FKE: Yet one in four people admit they would be frightened if base rate started to rising, in fact 27% saying they would worry about how to meet their mortgage payments if the rate went up.

That’s worrying news because, although some economists think base rate will stay flat for years to come, others are predicting it could be as high as 8% by 2012.

Let’s put that in context:

If you have an interest-only mortgage of £150,000 and you’re on a standard variable rate of 2.5%, then you’re paying £312.50 a month.

But if base rate rose by just one percent, your repayments would leap to £437.50 – that’s an extra £125 a month.

If base rate rose to the 5.00% it was at almost two years ago, your rate could be as high as 7% - that’s going to cost you £875 a month, that’s quite a difference.

FKE: So, could you cope?

“Yes, I fixed because I wanted peace of mind with my mortgage - I didn’t believe that interest rates were going to stay low.”

“Yes, I’m really worried about interest rates going up because I can’t fix my mortgage because my house is in negative equity.

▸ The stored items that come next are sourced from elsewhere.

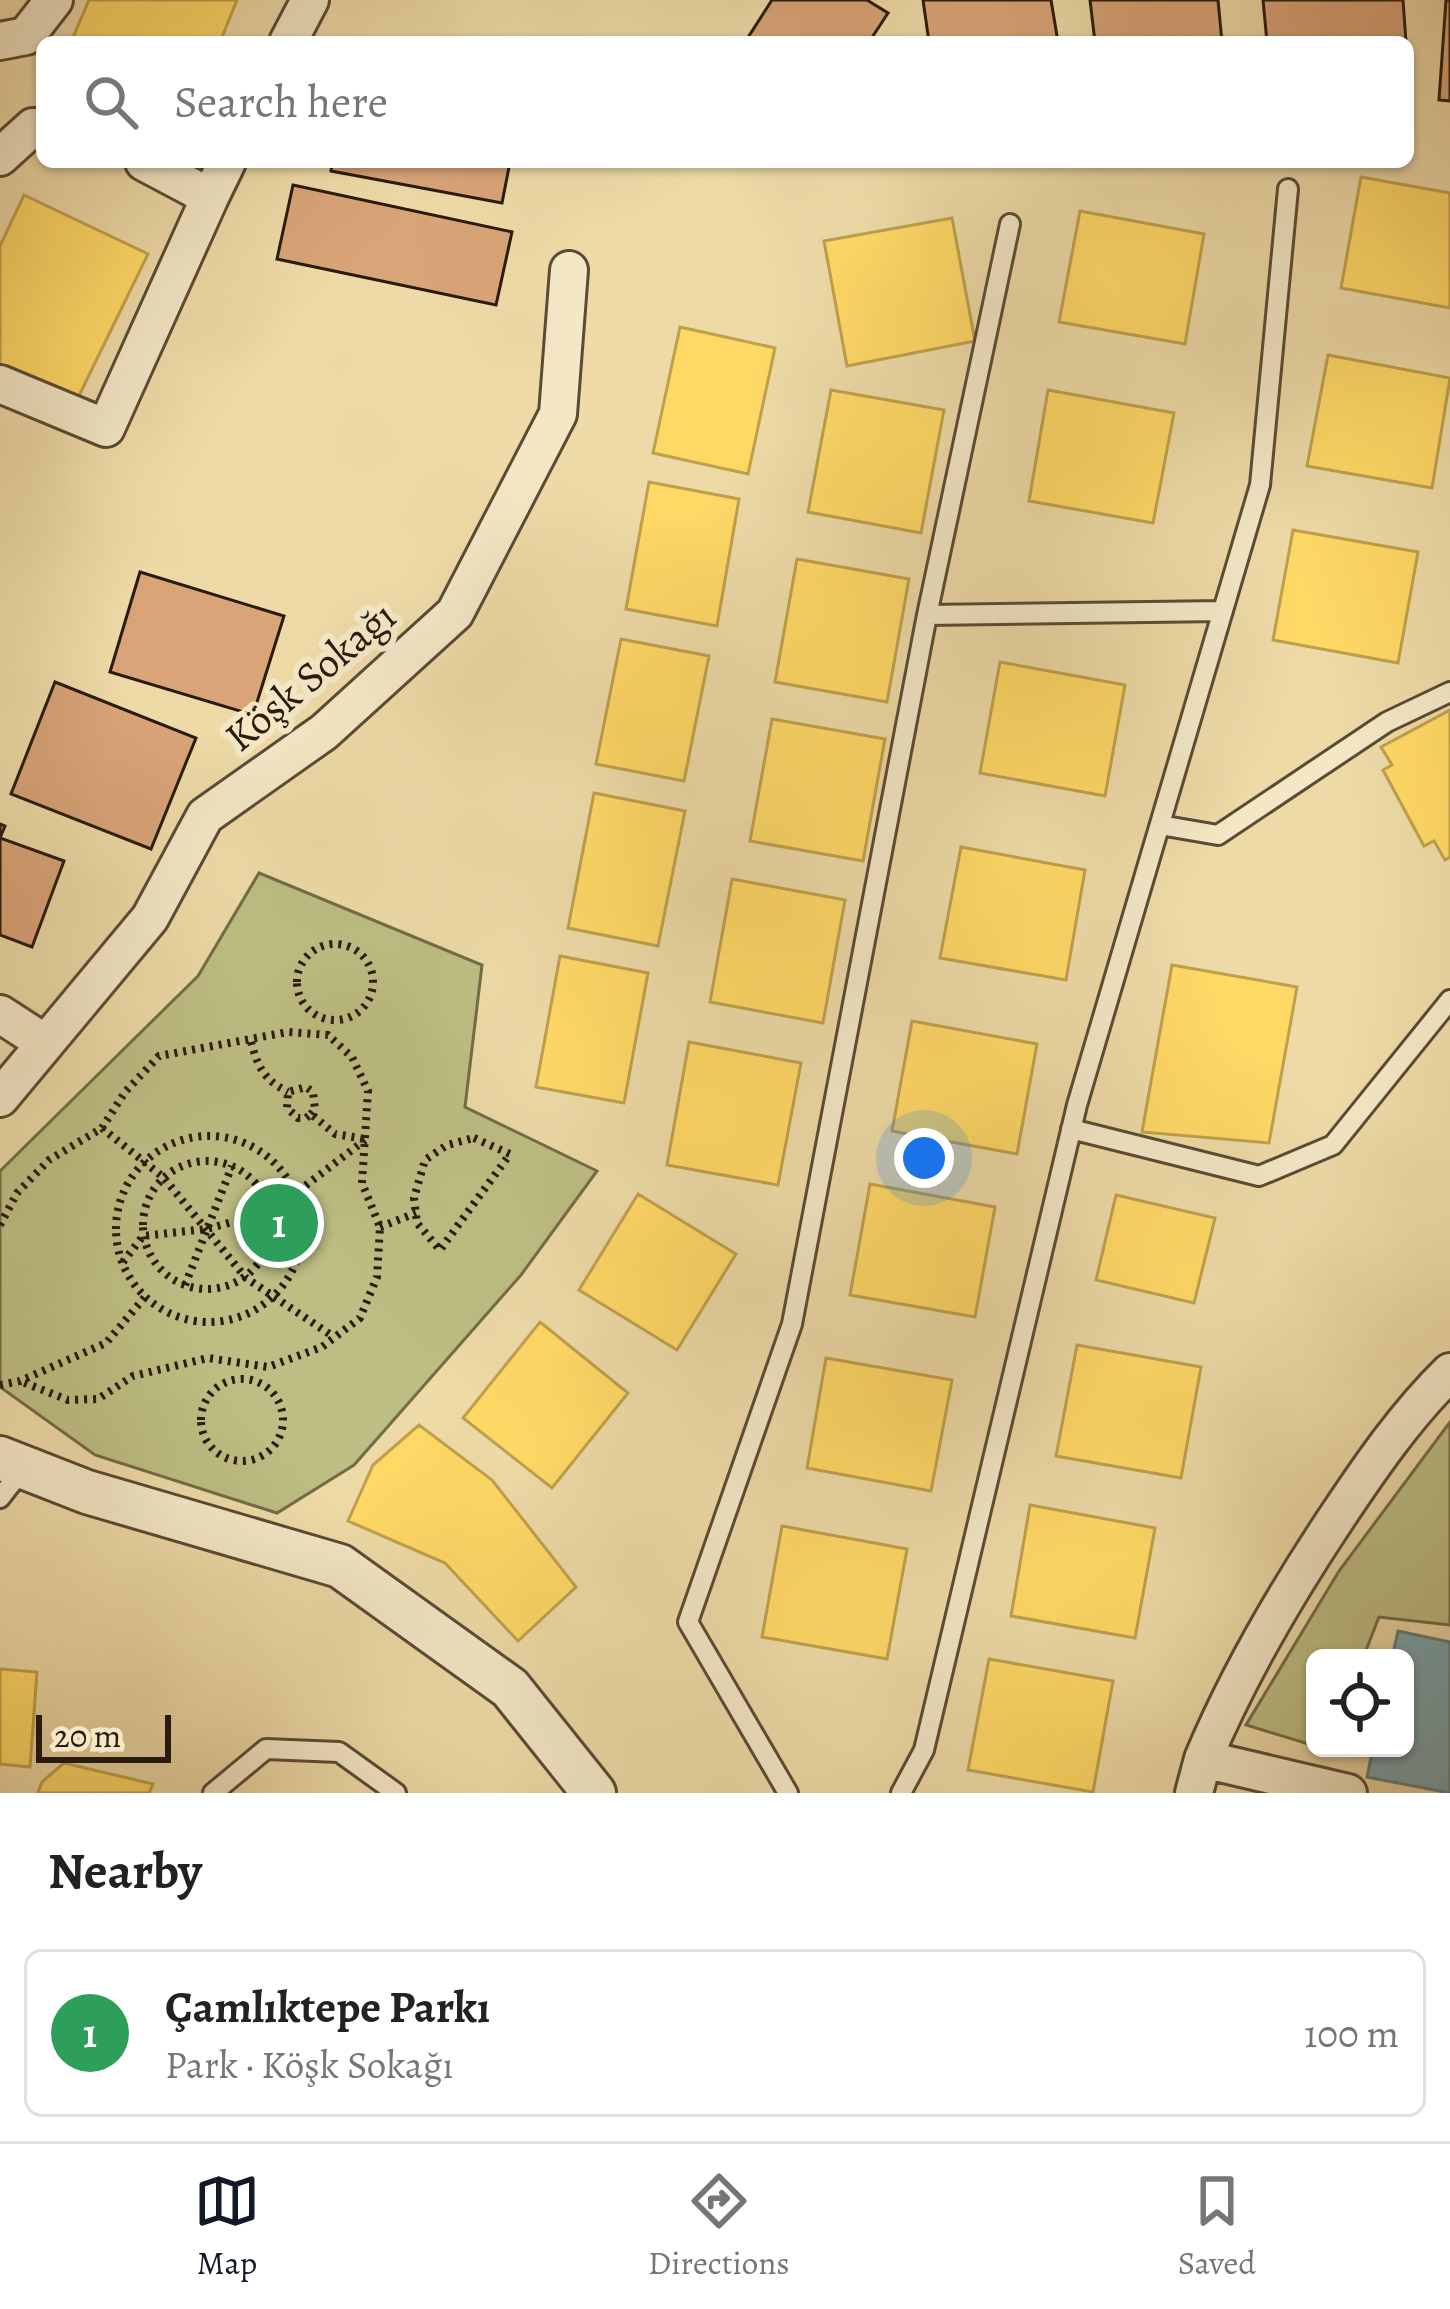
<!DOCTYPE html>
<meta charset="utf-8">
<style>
:root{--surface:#fff;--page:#f6f6f6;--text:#222;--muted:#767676;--line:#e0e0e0;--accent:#111827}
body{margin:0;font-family:Alegreya,serif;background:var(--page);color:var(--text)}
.controls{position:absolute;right:36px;bottom:36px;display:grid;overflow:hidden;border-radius:18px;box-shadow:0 3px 9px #0004}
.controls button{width:108px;height:108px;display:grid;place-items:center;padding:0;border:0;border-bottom:3px solid var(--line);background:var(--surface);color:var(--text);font:60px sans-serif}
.scale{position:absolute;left:36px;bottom:30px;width:135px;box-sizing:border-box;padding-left:12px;border:6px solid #291b0d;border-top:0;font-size:33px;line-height:42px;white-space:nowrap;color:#291b0d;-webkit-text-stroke:9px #f3e7c6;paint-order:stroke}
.you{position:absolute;left:924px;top:1158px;width:42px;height:42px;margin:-30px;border:9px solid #fff;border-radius:50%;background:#1a73e8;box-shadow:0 0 0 18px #1a73e833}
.badge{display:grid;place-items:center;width:78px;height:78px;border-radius:50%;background:var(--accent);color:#fff;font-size:39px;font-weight:700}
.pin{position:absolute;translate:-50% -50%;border:6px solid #fff;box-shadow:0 3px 12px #0006}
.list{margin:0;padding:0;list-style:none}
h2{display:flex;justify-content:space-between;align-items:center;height:156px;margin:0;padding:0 48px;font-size:51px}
h2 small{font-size:39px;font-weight:400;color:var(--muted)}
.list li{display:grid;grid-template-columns:78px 1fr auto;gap:36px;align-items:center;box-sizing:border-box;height:168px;margin:0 24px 24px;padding:0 24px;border:3px solid var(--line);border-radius:18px}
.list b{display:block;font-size:45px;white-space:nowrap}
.list p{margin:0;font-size:39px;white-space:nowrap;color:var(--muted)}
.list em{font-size:39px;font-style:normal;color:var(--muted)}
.icon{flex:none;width:66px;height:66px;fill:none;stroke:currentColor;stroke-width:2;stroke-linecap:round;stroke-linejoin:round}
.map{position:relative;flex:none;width:1450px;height:1793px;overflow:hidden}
.search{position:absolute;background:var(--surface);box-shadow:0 3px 9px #0004;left:36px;right:36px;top:36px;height:132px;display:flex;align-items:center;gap:30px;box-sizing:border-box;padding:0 42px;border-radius:18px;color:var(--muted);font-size:45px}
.sheet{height:348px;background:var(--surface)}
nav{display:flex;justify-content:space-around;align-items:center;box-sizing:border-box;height:168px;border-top:3px solid var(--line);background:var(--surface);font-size:33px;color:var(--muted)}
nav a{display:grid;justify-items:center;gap:6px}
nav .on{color:var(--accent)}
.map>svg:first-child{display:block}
.green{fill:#bdbe83;stroke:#736c48;stroke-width:3}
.homes{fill:#ffd966;stroke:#bfa04b;stroke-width:3}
.public{fill:#76a5af;stroke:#5f7c7e;stroke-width:3}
.building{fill:#d8a478;stroke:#291b0d;stroke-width:3}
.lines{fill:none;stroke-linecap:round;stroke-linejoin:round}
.service-casing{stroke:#5a4b34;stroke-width:24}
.minor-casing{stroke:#5a4b34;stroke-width:42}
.tertiary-casing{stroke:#5a4b34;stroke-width:48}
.path{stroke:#291b0d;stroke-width:8;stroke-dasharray:3 6;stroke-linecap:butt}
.service{stroke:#f3e7c6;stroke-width:18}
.minor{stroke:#f3e7c6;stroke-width:36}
.tertiary{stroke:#f3e7c6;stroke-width:42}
.labels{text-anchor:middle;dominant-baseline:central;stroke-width:12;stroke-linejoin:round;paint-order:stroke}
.street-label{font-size:42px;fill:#291b0d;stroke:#f3e7c6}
</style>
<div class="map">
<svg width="1450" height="1793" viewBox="0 0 1450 1793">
<rect width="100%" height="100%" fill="#eddaa7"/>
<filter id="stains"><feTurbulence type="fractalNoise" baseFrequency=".00167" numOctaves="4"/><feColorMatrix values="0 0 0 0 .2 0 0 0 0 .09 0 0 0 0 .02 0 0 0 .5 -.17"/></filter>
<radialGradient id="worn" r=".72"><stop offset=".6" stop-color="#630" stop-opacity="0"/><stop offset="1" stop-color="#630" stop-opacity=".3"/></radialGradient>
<path class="green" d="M259,873l223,92 -17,142 132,64 -76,104 -167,190 -77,48 -182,-58 -95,-68v-216l198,-195z
M1450,1422v203l-71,-8 -16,41h-48v88l-69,-21 93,-154z"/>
<path class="homes" d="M89,0h148l-17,42h-149z
M1361,177l89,16v115l-109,-20z
M24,195l124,59 -73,150 -75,-36v-122z
M1080,211l124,23 -19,110 -126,-22z
M952,218l23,123 -128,25 -23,-125z
M680,327l95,21 -27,126 -95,-21z
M1328,355l122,23 -18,110 -125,-22z
M831,390l113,20 -23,123 -113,-21z
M1048,390l126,23 -21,110 -124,-22z
M649,482l90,17 -22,127 -91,-17z
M1293,530l125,22 -20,111 -125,-23z
M797,559l112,20 -22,123 -112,-20z
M621,639l88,17 -25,125 -88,-17z
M1000,662l125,23 -20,111 -125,-23z
M1450,710v147l-5,3 -11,-19 -10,5 -41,-76 9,-5 -11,-18z
M772,719l113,20 -22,122 -113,-20z
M594,793l91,18 -27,135 -90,-18z
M961,847l124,23 -19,110 -126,-22z
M732,879l113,21 -22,123 -113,-21z
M560,956l88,17 -24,130 -88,-16z
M1172,965l125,22 -28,156 -127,-11z
M912,1021l125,23 -20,110 -125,-23z
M689,1042l112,21 -23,122 -111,-20z
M870,1184l125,23 -20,110 -125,-22z
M638,1194l98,60 -59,96 -98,-60z
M1116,1195l99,23 -21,85 -98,-23z
M540,1322l88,71 -76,95 -89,-70z
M1077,1345l124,22 -20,111 -125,-22z
M826,1358l126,22 -21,111 -124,-23z
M419,1425l73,55 84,107 -58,54 -73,-78 -97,-42 25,-56z
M1030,1505l125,23 -20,110 -124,-22z
M782,1526l125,23 -20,110 -125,-22z
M989,1659l124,22 -20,111 -125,-22z
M0,1669l37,3 -7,95 -30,-3z
M64,1763l89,21 -4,9h-111l4,-11z"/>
<path class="public" d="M1398,1631l52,11v151l-83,-16 6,-29h32v-90h-13z"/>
<path class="building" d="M772,0h95l21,13 -19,29h-124z
M923,0h128l7,42h-129z
M1090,0h128l4,42h-127z
M1263,0h140l3,42h-139z
M1446,0h4v101l-11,-1z
M332,162h178l-8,41 -171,-32z
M293,185l219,47 -16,73 -219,-46z
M140,572l144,44 -31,99 -143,-43z
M55,682l141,56 -45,111 -140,-55z
M0,824l5,2 -5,12 64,23 -32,86 -32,-12z"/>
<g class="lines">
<defs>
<path id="service" d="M927,615l296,-4
M1160,825l58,10 169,-113 63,-30
M1071,1129l188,47 74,-31 117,-145
M0,1498l22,-28
M213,1793l53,-44 73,3 57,41
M788,1793l-100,-171 104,-298 135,-709 83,-391
M901,1793l23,-43 153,-645 183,-620 28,-296"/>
<path id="minor" d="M0,41l26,-5 28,-36
M288,42l22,-42
M0,157l33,-30h9
M144,162l66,35 17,-35
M0,384l106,44 104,-231
M0,1014l45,29
M0,1098l150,-180 55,-102 119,-84 131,-119 103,-199 11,-144
M1203,1759c36,-86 82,-164 134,-242 34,-51 69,-102 113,-145
M1194,1793l9,-34 145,34"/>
<path id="tertiary" d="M0,1458l87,34 253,74 170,122 84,105"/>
</defs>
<use href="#service" class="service-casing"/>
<use href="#minor" class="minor-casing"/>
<use href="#tertiary" class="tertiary-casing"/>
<path class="path" d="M297 982a38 38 0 1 1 76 0a38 38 0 1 1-76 0Z
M251,1042c7,25 13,38 37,50
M311,1114l4,-5 -2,-17 -7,-5 -18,5 -1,16 11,10h8l5,-4 24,20 30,5
M102,1128l61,49 83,101 88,59
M116 1229a93 93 0 1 1 186 0a93 93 0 1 1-186 0Z
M474,1138l36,16 -70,96 -23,-27 -3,-25 11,-38 22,-15z
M143 1225a64 64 0 1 1 128 0a64 64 0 1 1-128 0Z
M0,1225l17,-32 32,-33 53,-32 23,-36 34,-36 129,-24 40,3 24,22 16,34 -6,92 18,44 -3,50 -17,41 -38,29 -54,20 -60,-9 -75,18 -35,23 -30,1 -48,-19
M380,1227l36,-14
M123,1262l20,-26 63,-7 65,-17 94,-72
M185,1285l47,-119
M201 1420a41 41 0 1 1 82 0a41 41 0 1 1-82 0Z
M0,1385l20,-4 86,-38 39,-46"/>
<use href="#service" class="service"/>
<use href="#minor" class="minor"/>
<use href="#tertiary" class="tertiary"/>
</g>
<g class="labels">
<g class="street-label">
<text transform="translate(310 676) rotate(-40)">Köşk Sokağı</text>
</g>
</g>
<rect width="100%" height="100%" filter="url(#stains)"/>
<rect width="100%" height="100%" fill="url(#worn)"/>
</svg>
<div class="controls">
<button><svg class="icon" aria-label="locate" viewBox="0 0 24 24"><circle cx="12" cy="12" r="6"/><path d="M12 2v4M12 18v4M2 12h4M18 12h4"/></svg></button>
</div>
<div class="scale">20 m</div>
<div class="you"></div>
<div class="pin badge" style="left:279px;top:1223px;background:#2e9e5b">1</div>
<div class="search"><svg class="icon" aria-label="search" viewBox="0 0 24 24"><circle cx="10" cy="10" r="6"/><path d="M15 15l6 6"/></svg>Search here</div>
</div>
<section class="sheet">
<h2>Nearby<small></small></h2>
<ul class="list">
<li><span class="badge" style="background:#2e9e5b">1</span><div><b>Çamlıktepe Parkı</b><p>Park · Köşk Sokağı</p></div><em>100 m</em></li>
</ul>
</section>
<nav>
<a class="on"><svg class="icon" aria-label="map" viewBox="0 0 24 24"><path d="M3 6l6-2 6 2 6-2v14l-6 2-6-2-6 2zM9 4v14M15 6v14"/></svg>Map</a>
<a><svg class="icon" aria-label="directions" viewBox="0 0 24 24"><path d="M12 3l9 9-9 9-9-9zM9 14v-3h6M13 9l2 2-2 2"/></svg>Directions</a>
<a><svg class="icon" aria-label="saved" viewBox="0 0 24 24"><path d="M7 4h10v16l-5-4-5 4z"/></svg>Saved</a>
</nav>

So, I am really worried about whether I will be able to afford my mortgage.”

“We recently brought a house this summer and we locked into a 5-year fixed rate because we were concerned that rates were going to go one way, and that’s up.”

“If interest rates went up in the near future I would probably be ok myself, I’ve got enough breathing space personally because my mortgage is nearly at its end now but I think for any new buyers, or people who have just took out a recent mortgage, it may be difficult to cope with the increase in the interest rates.”  

FKE: Low base rate has been fantastic news for many homeowners because it’s really cut what they pay, but it can’t last forever and it’s important to take steps to protect yourself in case rates do rise.

If you’re sitting on your lender’s standard variable rate, then it’s time to think about fixing so that if rates do rise you are protected.